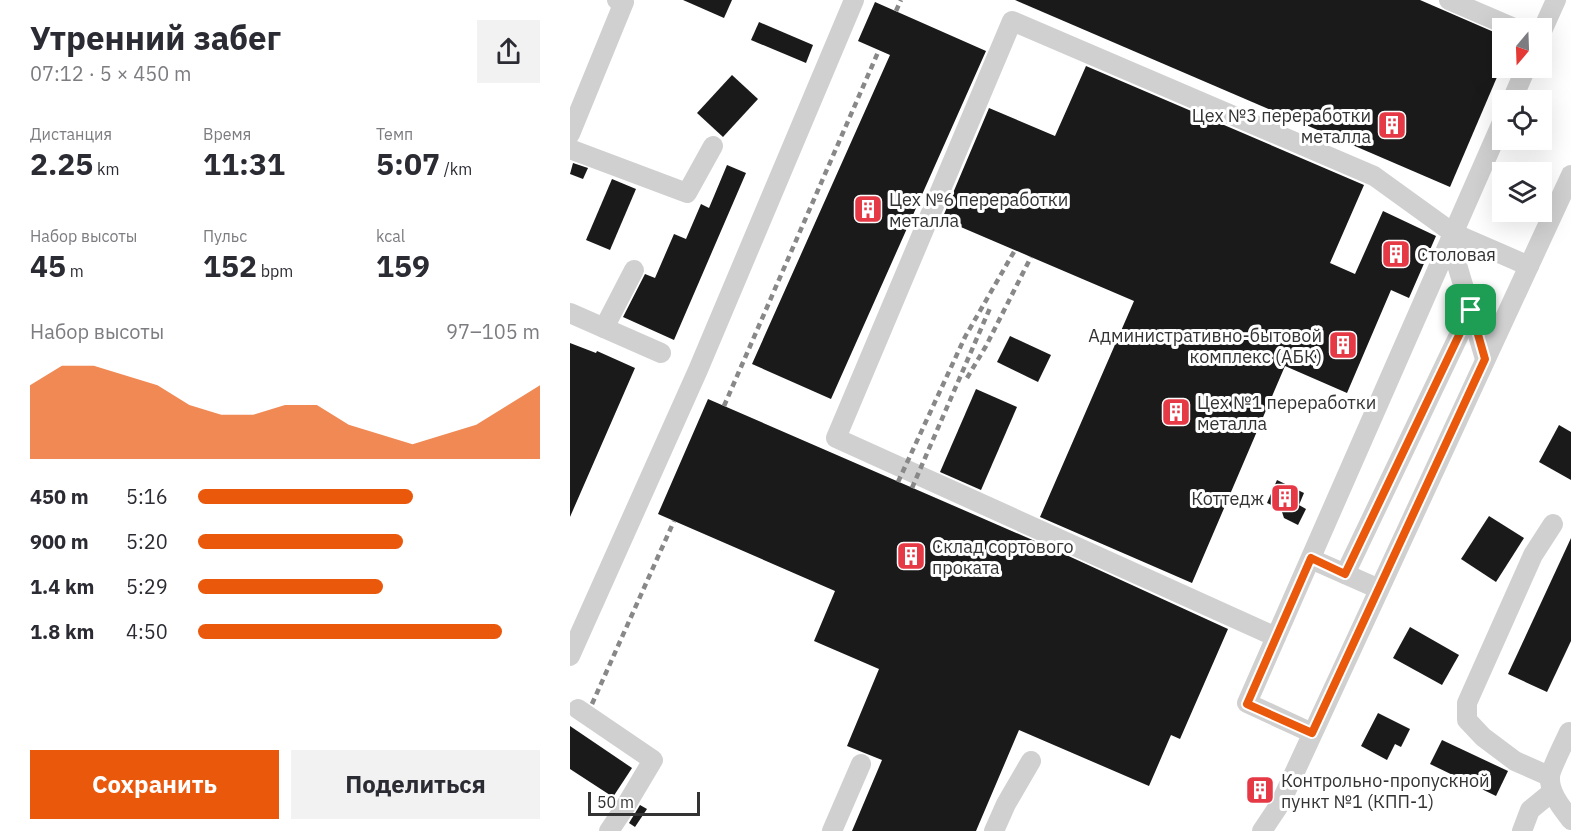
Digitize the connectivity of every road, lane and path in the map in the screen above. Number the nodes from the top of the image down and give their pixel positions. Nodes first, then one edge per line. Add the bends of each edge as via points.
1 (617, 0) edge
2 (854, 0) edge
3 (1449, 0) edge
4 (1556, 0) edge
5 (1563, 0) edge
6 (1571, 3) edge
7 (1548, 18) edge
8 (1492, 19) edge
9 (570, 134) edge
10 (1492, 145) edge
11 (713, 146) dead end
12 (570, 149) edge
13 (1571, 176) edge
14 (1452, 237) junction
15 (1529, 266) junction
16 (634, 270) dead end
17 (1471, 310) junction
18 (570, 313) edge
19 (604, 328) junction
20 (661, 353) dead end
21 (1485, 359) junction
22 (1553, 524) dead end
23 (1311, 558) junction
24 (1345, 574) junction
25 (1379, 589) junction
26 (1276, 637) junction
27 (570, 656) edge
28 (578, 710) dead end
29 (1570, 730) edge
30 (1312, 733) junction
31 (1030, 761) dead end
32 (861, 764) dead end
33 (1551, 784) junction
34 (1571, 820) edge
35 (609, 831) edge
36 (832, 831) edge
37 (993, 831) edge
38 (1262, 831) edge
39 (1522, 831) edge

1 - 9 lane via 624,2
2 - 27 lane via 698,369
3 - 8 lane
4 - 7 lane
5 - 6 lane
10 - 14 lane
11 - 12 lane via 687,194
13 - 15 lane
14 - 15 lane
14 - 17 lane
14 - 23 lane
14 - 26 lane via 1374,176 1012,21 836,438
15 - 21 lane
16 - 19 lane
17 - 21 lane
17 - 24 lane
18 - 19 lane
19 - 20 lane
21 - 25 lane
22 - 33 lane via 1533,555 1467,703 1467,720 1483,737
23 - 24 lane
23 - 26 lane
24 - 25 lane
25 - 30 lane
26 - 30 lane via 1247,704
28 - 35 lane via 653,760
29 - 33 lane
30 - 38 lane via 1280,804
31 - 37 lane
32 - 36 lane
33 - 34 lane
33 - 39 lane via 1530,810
= = = =
**WHAT IS EXPECTED**
Search the listing for the word "dead" and state how many lines contain it. Nothing else belongs in the reply.

**WRITTEN RESPONSE**
7